I have had/have, many Ithaca Flues models.
They were made by the thousands, they were cheap, common, and nearly disposable. I bought some at an auction where the guy had been accumulating bits and pieces of them for almost 70 years. He had hundreds in every imaginable abomination. Franken Fluesies by the armload.

They kept beefing them up as they went along, because they kept breaking. Feeding them the ammunition of the day as the ammunition increased in power, sent many of them to an early grave. He bought piles of them for parts.
The auction I went to, the guy said he had been buying them since he was a teenager, because nobody wanted them. They were cheap and plentiful. Auto loaders and pumps flooded the market and replaced them. Just like the semi autos do today.
They finally gave up on it, and brought out the NID.

The point being, was they weren’t that good to start. Adequate, but not really refined enough to last thousands of rounds.
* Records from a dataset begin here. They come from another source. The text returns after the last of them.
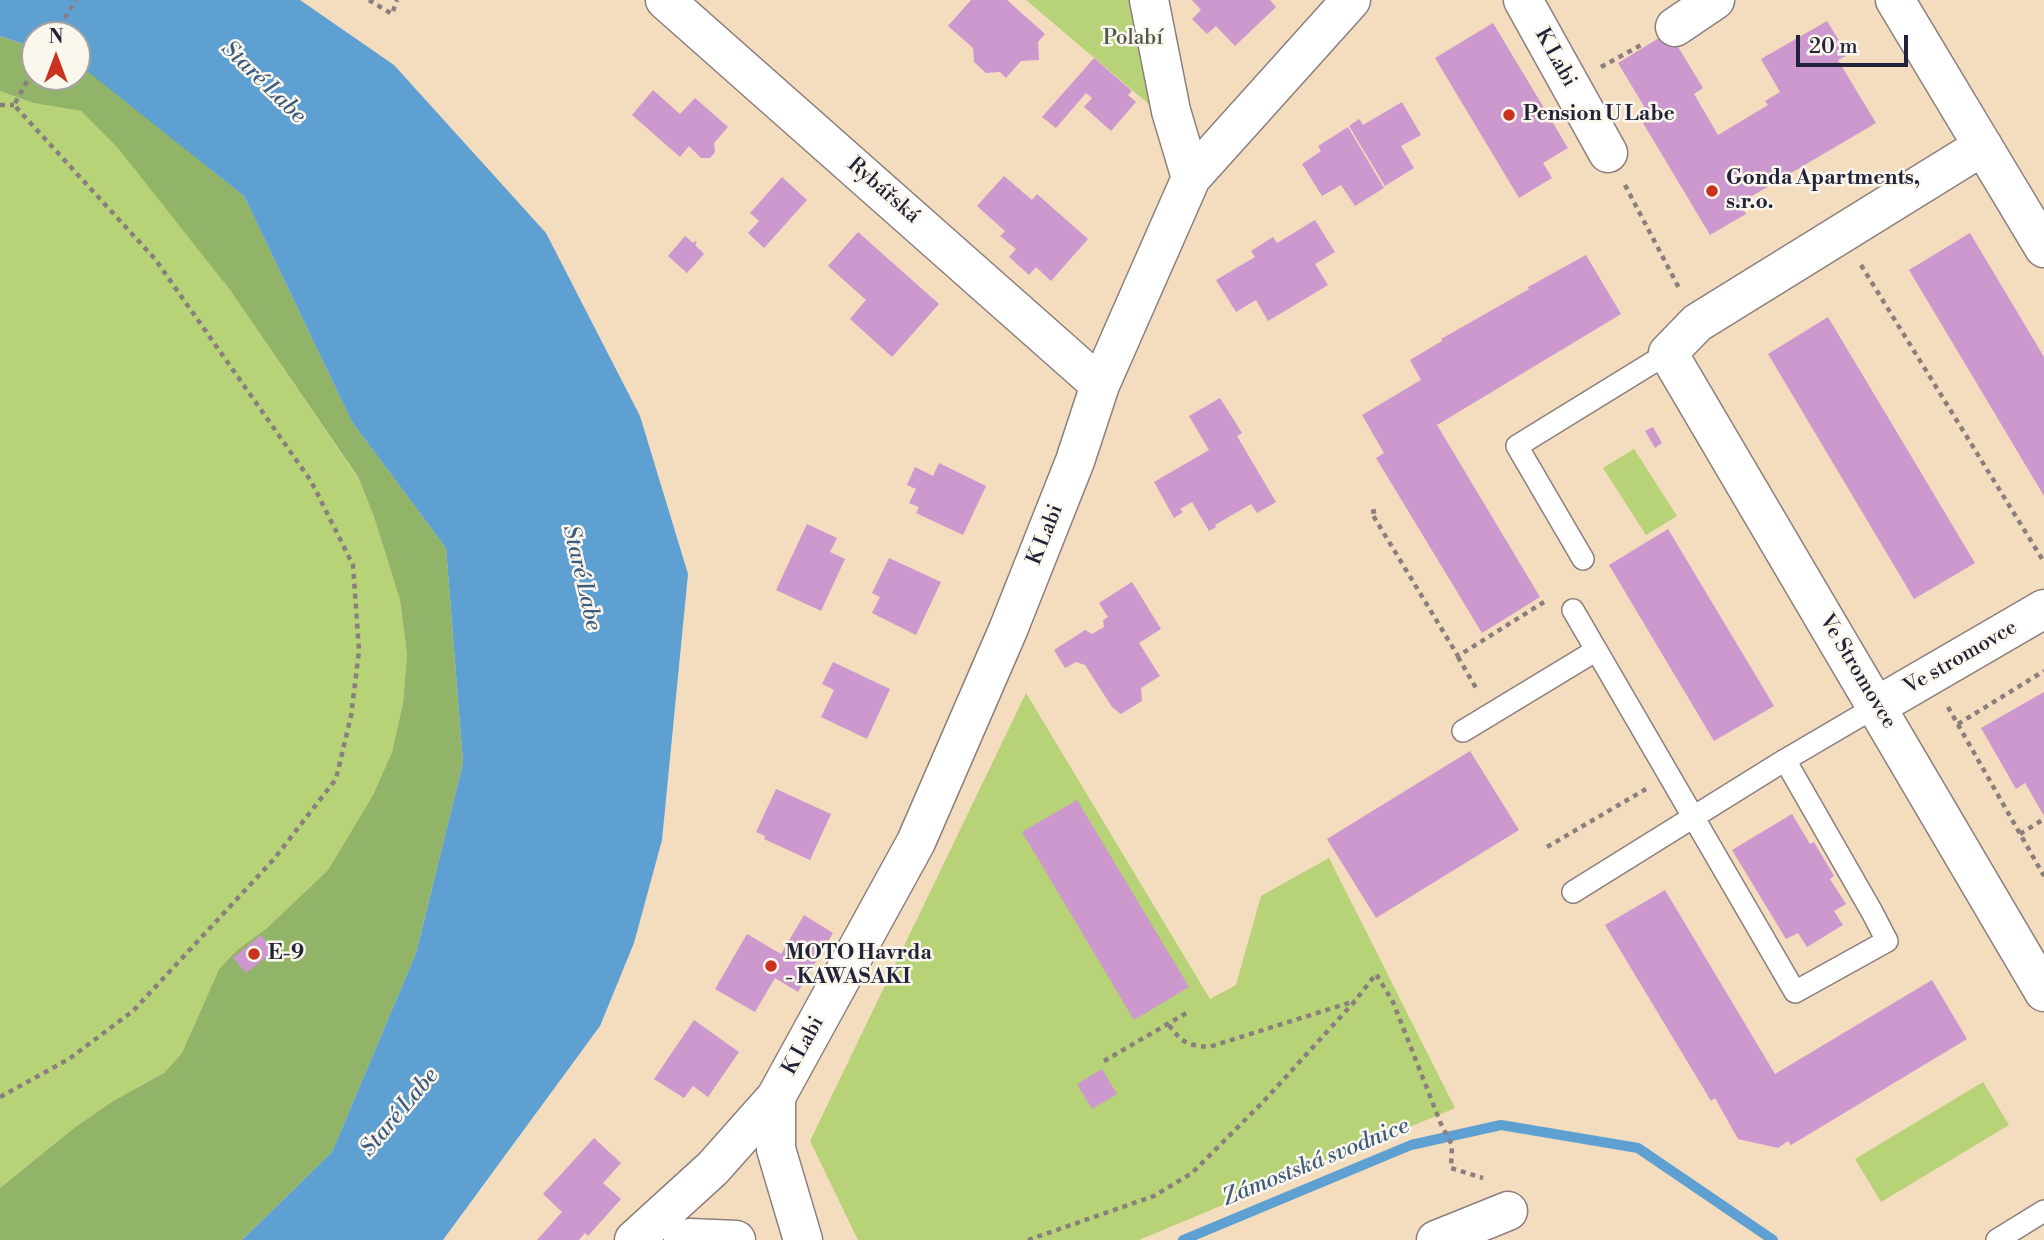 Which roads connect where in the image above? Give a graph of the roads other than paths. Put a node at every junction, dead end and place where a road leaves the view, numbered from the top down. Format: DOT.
graph roads {
  1 [pos="665,0"];
  2 [pos="1149,0"];
  3 [pos="1351,0"];
  4 [pos="1522,0"];
  5 [pos="1715,0"];
  6 [pos="1895,0"];
  7 [pos="1675,27"];
  8 [pos="1983,146"];
  9 [pos="1608,153"];
  10 [pos="1191,178"];
  11 [pos="2044,248"];
  12 [pos="1668,353"];
  13 [pos="1100,385"];
  14 [pos="1583,559"];
  15 [pos="2044,609"];
  16 [pos="1573,610"];
  17 [pos="1595,651"];
  18 [pos="1877,706"];
  19 [pos="1463,731"];
  20 [pos="1785,760"];
  21 [pos="1694,818"];
  22 [pos="1573,892"];
  23 [pos="2044,992"];
  24 [pos="776,1097"];
  25 [pos="1508,1211"];
  26 [pos="2044,1211"];
  27 [pos="634,1240"];
  28 [pos="682,1240"];
  29 [pos="736,1240"];
  30 [pos="803,1240"];
  31 [pos="1436,1240"];
  32 [pos="1997,1240"];
  1 -- 13 [label="street, Rybářská"];
  2 -- 10 [label="street"];
  3 -- 10 [label="street, K Labi"];
  4 -- 9 [label="street, K Labi"];
  5 -- 7 [label="street"];
  6 -- 8 [label="street"];
  8 -- 11 [label="street"];
  8 -- 12 [label="street"];
  10 -- 13 [label="street, K Labi"];
  12 -- 14 [label="lane"];
  12 -- 18 [label="street, Ve Stromovce"];
  13 -- 24 [label="street, K Labi"];
  15 -- 18 [label="street, Ve stromovce"];
  16 -- 17 [label="lane"];
  17 -- 19 [label="lane"];
  17 -- 21 [label="lane"];
  18 -- 20 [label="lane"];
  18 -- 23 [label="street, Ve Stromovce"];
  20 -- 21 [label="lane"];
  20 -- 21 [label="lane"];
  21 -- 22 [label="lane"];
  24 -- 27 [label="street, K Labi"];
  24 -- 30 [label="street, K Labi"];
  25 -- 31 [label="street"];
  26 -- 32 [label="lane"];
  28 -- 29 [label="street"];
} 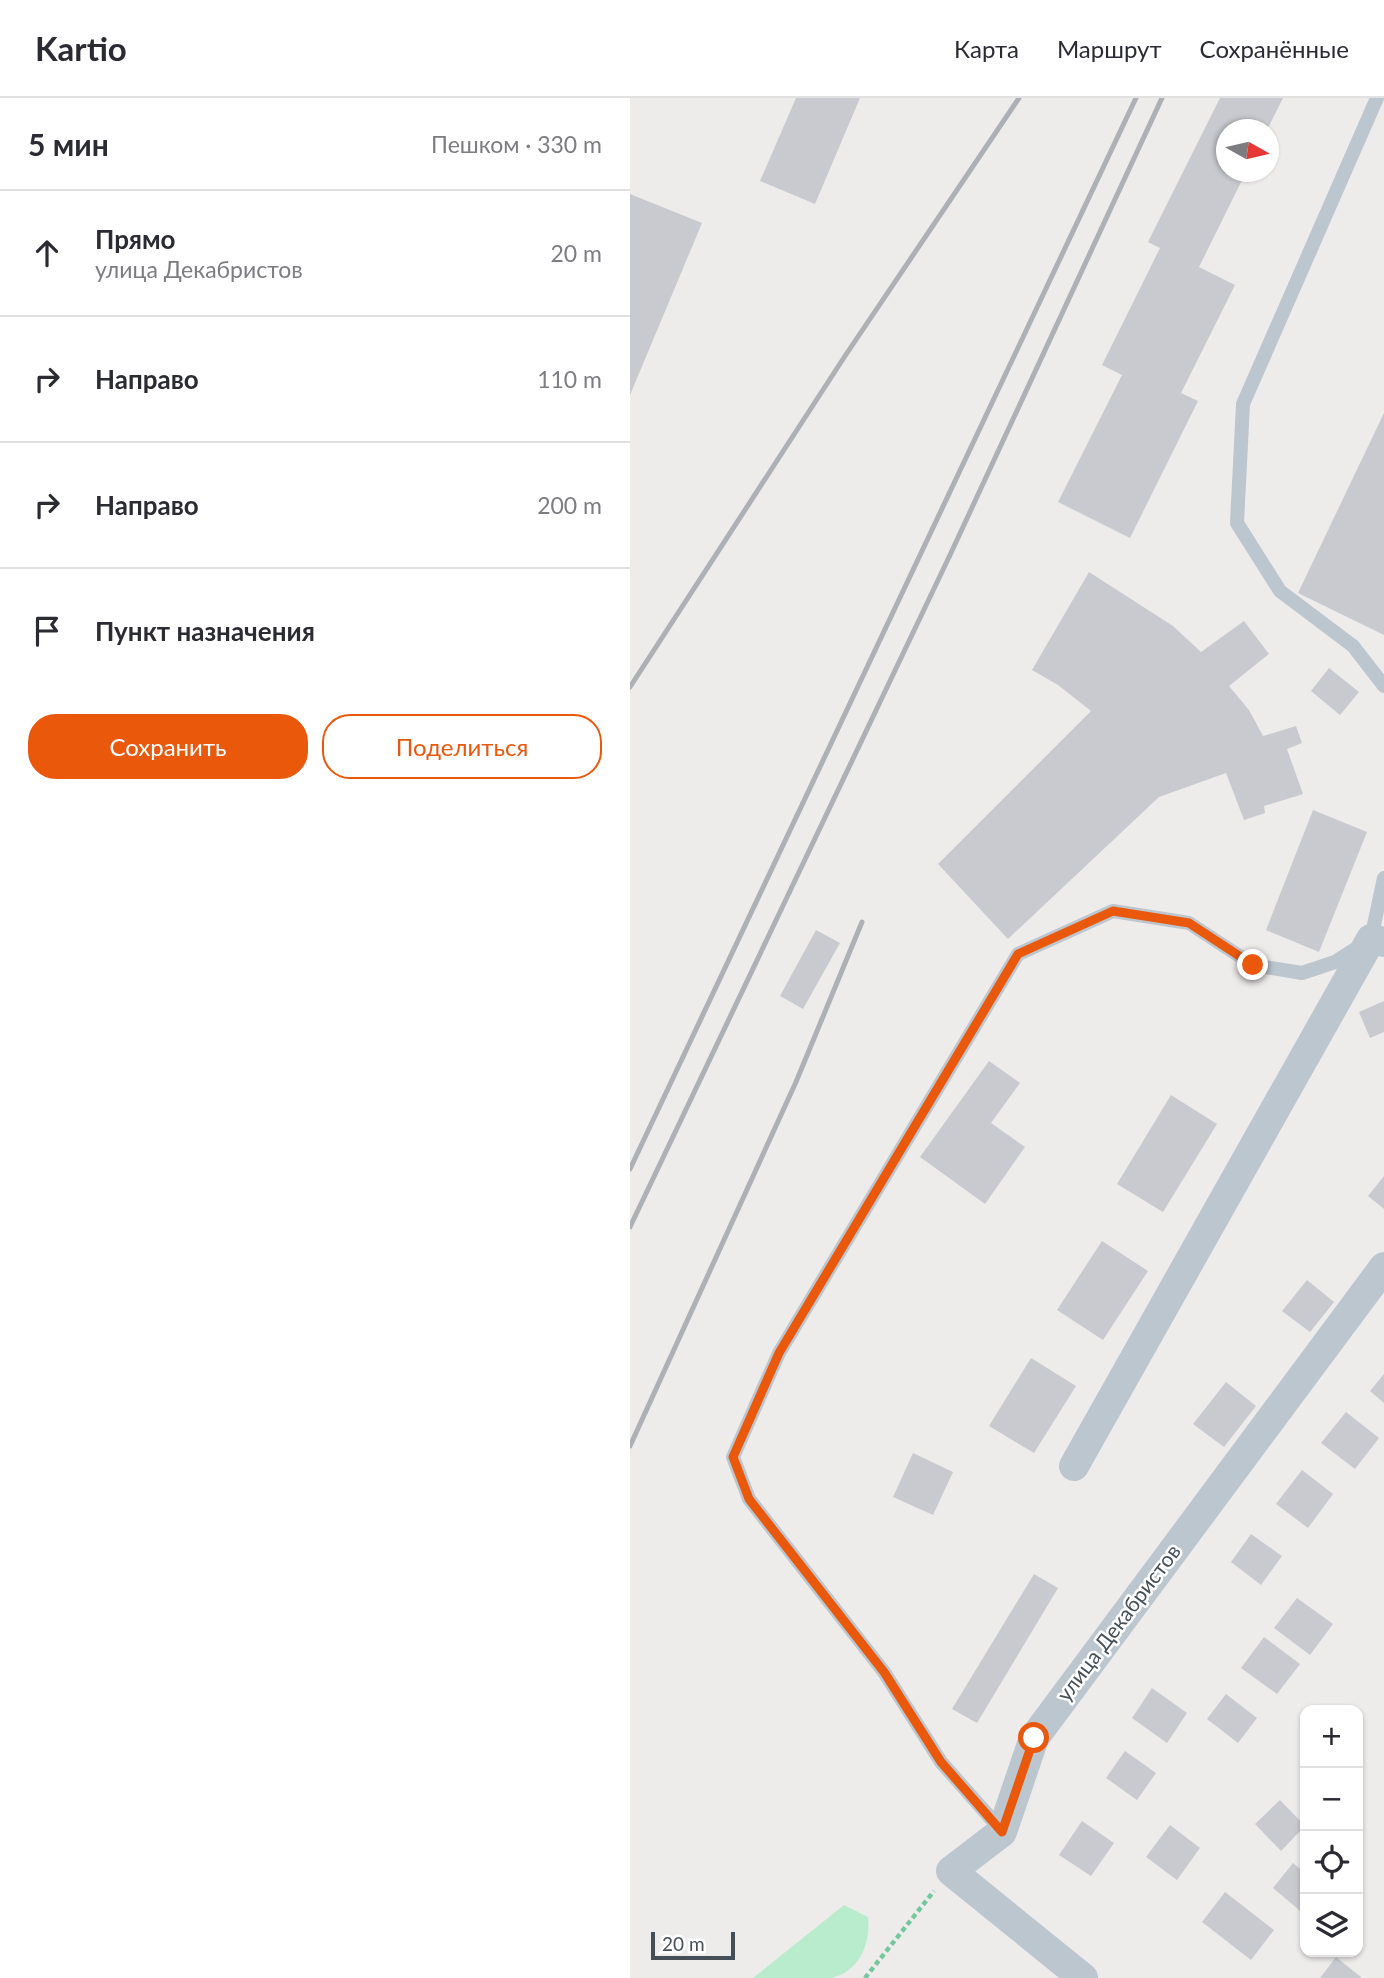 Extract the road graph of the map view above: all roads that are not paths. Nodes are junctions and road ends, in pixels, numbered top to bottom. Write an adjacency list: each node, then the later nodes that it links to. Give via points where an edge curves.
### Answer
1 (1377, 98): 2 (lane, via 1243,404 1237,523 1280,591 1353,646)
2 (1384, 686)
3 (1384, 878): 4 (lane)
4 (1377, 940): 6 (street); 7 (lane, via 1302,974 1253,965 1189,923 1113,911 1018,954 779,1353 733,1457 749,1499 884,1672 941,1762)
5 (1384, 1267): 7 (street, улица Декабристов, via 1034,1738)
6 (1074, 1466)
7 (1002, 1832): 8 (street, via 951,1871)
8 (1083, 1978)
The cocking mechanism on some of mine got progressively bound up, and they were retired.
Once they start to bind up on the cocking stroke, you’re looking at about a $500 repair on a $300 gun.
And of course, because there is no draw on the stock, as the wood dries out and shrinks, the front end of the stock gets beat to smithereens.

So they might be liteweight, and fun to shoot, but they aren’t much more than a farm implement. And will break with limited use.


Out there doing it best I can.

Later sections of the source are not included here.